[What is required]
Copy each line below that includes "bridge".

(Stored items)

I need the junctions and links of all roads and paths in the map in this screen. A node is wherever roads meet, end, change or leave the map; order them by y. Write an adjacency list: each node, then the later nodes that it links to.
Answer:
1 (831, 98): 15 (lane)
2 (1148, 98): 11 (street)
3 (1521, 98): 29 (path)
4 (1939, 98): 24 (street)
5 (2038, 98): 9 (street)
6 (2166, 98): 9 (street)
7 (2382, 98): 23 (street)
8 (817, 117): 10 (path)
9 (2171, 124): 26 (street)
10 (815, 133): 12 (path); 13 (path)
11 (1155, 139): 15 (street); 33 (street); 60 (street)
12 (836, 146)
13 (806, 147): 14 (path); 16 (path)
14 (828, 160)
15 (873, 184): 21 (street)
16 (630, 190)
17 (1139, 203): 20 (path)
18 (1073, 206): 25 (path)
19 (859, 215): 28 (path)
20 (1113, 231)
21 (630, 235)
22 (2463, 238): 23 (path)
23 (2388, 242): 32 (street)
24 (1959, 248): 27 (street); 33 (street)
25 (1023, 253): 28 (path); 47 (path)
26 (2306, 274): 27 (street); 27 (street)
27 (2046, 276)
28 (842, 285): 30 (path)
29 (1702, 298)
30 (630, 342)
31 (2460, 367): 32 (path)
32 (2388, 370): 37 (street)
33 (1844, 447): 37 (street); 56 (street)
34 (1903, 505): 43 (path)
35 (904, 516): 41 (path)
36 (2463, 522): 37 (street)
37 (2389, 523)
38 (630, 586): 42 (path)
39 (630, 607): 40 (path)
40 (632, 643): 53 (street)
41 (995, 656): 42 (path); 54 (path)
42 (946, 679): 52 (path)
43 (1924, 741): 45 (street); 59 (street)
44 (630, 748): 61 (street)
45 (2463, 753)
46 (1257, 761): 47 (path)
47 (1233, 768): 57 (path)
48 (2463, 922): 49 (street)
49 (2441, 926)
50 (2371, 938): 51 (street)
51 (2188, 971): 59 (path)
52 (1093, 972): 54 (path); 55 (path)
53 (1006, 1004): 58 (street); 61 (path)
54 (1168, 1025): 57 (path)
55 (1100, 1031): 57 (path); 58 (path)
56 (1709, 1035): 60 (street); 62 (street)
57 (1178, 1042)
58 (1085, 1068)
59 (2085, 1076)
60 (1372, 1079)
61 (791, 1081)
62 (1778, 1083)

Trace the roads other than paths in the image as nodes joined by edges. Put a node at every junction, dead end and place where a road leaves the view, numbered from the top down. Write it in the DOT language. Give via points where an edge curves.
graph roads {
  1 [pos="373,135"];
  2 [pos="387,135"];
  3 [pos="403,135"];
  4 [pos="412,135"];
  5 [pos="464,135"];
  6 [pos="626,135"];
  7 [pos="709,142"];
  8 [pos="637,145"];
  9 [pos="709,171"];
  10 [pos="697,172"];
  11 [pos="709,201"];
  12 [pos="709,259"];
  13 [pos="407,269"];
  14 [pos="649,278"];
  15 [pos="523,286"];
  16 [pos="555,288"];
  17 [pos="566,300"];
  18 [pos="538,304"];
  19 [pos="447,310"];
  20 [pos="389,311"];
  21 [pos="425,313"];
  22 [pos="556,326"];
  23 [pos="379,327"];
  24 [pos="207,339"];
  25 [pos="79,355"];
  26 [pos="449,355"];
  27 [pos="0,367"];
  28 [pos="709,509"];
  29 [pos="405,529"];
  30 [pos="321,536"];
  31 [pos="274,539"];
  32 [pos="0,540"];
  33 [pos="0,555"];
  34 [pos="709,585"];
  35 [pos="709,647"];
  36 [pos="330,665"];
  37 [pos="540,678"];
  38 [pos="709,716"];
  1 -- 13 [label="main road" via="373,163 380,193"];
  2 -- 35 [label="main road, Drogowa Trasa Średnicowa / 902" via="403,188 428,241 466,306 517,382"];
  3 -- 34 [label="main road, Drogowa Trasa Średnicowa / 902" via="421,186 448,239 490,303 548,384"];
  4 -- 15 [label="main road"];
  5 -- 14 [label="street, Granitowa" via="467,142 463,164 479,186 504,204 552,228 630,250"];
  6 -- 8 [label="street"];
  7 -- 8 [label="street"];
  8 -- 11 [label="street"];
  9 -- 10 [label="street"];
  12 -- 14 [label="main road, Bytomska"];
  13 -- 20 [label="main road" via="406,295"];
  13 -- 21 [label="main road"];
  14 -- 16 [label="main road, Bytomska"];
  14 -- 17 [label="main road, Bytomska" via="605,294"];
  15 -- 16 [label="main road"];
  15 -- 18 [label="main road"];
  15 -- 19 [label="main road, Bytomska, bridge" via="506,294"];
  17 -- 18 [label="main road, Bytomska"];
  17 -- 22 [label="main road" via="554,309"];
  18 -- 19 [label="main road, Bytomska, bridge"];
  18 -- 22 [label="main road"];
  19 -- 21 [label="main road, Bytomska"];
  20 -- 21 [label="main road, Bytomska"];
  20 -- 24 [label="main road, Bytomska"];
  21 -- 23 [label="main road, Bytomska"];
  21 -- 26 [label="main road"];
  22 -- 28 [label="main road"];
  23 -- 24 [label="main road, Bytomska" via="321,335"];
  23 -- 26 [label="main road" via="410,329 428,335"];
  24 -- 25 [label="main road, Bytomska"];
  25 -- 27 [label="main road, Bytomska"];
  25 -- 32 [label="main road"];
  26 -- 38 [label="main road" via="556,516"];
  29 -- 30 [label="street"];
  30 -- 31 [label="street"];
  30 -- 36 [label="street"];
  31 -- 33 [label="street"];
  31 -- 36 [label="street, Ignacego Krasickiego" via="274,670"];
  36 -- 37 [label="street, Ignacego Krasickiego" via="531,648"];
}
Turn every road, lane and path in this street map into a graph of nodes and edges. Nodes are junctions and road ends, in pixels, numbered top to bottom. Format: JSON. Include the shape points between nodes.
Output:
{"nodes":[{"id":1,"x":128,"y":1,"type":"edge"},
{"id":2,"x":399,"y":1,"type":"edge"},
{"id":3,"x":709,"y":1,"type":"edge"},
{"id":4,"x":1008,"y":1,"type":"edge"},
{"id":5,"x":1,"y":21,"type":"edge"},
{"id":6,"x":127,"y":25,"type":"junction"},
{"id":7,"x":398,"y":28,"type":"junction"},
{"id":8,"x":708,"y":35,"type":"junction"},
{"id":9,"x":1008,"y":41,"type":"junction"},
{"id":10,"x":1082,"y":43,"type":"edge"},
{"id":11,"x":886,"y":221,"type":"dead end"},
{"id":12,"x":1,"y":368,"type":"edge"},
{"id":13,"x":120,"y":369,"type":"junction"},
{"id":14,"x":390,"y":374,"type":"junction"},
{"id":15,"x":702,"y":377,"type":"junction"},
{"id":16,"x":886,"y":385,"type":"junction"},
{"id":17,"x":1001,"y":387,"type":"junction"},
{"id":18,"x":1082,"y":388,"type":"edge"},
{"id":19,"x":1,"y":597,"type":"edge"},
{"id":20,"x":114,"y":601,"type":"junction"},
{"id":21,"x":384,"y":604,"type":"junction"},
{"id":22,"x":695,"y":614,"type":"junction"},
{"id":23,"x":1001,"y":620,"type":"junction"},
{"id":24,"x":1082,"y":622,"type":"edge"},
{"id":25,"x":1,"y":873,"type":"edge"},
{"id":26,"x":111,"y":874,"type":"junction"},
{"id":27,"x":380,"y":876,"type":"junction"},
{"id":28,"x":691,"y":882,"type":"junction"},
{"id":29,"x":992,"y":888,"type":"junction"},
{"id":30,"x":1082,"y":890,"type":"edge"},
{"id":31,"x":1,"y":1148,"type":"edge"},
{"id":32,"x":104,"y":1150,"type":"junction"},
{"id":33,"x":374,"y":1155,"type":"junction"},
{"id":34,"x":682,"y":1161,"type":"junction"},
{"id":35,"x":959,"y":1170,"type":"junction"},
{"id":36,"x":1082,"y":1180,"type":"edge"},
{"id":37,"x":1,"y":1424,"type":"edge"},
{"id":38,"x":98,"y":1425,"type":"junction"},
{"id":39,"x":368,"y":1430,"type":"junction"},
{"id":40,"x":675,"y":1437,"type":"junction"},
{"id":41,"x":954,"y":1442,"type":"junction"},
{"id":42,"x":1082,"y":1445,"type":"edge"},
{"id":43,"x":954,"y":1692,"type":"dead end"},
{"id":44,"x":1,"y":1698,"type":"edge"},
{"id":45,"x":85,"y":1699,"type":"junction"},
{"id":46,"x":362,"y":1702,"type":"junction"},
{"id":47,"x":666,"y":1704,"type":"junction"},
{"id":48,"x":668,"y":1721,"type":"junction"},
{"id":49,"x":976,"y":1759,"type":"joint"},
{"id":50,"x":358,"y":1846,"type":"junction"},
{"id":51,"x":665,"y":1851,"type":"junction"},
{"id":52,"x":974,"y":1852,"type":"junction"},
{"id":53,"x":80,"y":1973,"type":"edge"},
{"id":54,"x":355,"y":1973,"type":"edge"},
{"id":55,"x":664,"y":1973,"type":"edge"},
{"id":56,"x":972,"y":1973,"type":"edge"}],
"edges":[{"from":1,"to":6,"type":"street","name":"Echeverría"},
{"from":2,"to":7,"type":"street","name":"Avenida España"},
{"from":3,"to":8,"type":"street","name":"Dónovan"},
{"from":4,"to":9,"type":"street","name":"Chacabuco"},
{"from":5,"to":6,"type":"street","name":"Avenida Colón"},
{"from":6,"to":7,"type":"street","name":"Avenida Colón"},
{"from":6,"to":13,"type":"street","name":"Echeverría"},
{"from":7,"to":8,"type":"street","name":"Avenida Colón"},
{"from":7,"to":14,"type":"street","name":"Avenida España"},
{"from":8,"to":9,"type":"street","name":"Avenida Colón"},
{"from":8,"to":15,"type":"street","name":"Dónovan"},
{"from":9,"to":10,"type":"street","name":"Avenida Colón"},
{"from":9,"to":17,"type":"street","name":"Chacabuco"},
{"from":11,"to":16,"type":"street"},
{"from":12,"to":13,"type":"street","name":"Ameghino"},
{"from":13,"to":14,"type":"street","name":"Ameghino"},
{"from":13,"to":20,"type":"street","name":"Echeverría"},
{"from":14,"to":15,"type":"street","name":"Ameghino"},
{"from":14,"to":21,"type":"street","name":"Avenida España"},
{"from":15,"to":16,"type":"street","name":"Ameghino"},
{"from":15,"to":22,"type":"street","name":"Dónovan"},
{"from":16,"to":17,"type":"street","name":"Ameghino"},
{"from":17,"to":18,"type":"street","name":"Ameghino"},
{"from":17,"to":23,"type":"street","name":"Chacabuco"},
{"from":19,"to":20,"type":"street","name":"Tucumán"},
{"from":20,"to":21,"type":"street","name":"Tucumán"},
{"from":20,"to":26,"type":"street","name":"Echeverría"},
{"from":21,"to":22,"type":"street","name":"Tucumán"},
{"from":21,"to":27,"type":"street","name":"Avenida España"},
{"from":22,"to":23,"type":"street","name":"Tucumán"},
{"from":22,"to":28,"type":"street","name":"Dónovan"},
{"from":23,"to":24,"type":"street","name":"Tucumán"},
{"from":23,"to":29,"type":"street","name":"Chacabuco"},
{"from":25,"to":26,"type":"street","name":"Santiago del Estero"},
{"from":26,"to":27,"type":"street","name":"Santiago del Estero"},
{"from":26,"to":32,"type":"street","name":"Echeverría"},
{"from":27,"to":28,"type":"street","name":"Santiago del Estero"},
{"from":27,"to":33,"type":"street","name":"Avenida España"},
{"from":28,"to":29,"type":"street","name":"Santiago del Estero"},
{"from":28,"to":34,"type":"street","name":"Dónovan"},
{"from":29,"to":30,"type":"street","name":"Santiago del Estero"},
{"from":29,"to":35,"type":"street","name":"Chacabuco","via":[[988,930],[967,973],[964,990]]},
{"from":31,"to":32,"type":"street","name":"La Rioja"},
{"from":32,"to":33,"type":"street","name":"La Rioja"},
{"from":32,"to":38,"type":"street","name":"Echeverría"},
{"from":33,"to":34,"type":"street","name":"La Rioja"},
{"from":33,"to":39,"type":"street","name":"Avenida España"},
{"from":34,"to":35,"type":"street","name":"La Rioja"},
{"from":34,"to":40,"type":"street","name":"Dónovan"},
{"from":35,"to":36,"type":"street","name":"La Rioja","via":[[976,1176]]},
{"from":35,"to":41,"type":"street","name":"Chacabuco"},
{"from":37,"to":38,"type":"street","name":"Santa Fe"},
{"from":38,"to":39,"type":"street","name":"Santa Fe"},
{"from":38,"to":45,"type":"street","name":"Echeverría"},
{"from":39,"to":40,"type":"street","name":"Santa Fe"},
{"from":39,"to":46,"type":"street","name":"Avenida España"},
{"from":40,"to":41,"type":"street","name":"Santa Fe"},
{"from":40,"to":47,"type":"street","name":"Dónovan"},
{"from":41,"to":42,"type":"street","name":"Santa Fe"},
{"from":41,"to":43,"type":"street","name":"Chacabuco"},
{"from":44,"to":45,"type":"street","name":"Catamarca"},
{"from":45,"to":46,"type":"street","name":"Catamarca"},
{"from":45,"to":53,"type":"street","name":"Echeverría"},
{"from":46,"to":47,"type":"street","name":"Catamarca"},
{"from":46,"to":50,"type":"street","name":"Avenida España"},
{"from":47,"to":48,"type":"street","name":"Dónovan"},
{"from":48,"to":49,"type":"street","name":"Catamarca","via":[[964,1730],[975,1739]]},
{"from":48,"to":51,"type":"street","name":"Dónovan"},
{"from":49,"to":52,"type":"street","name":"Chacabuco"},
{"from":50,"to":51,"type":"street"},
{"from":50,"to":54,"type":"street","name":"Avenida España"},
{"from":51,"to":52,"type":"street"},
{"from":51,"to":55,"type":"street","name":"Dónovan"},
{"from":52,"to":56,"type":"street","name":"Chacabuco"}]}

[Reply]
  15 -- 19 [label="main road, Bytomska, bridge" via="506,294"];
  18 -- 19 [label="main road, Bytomska, bridge"];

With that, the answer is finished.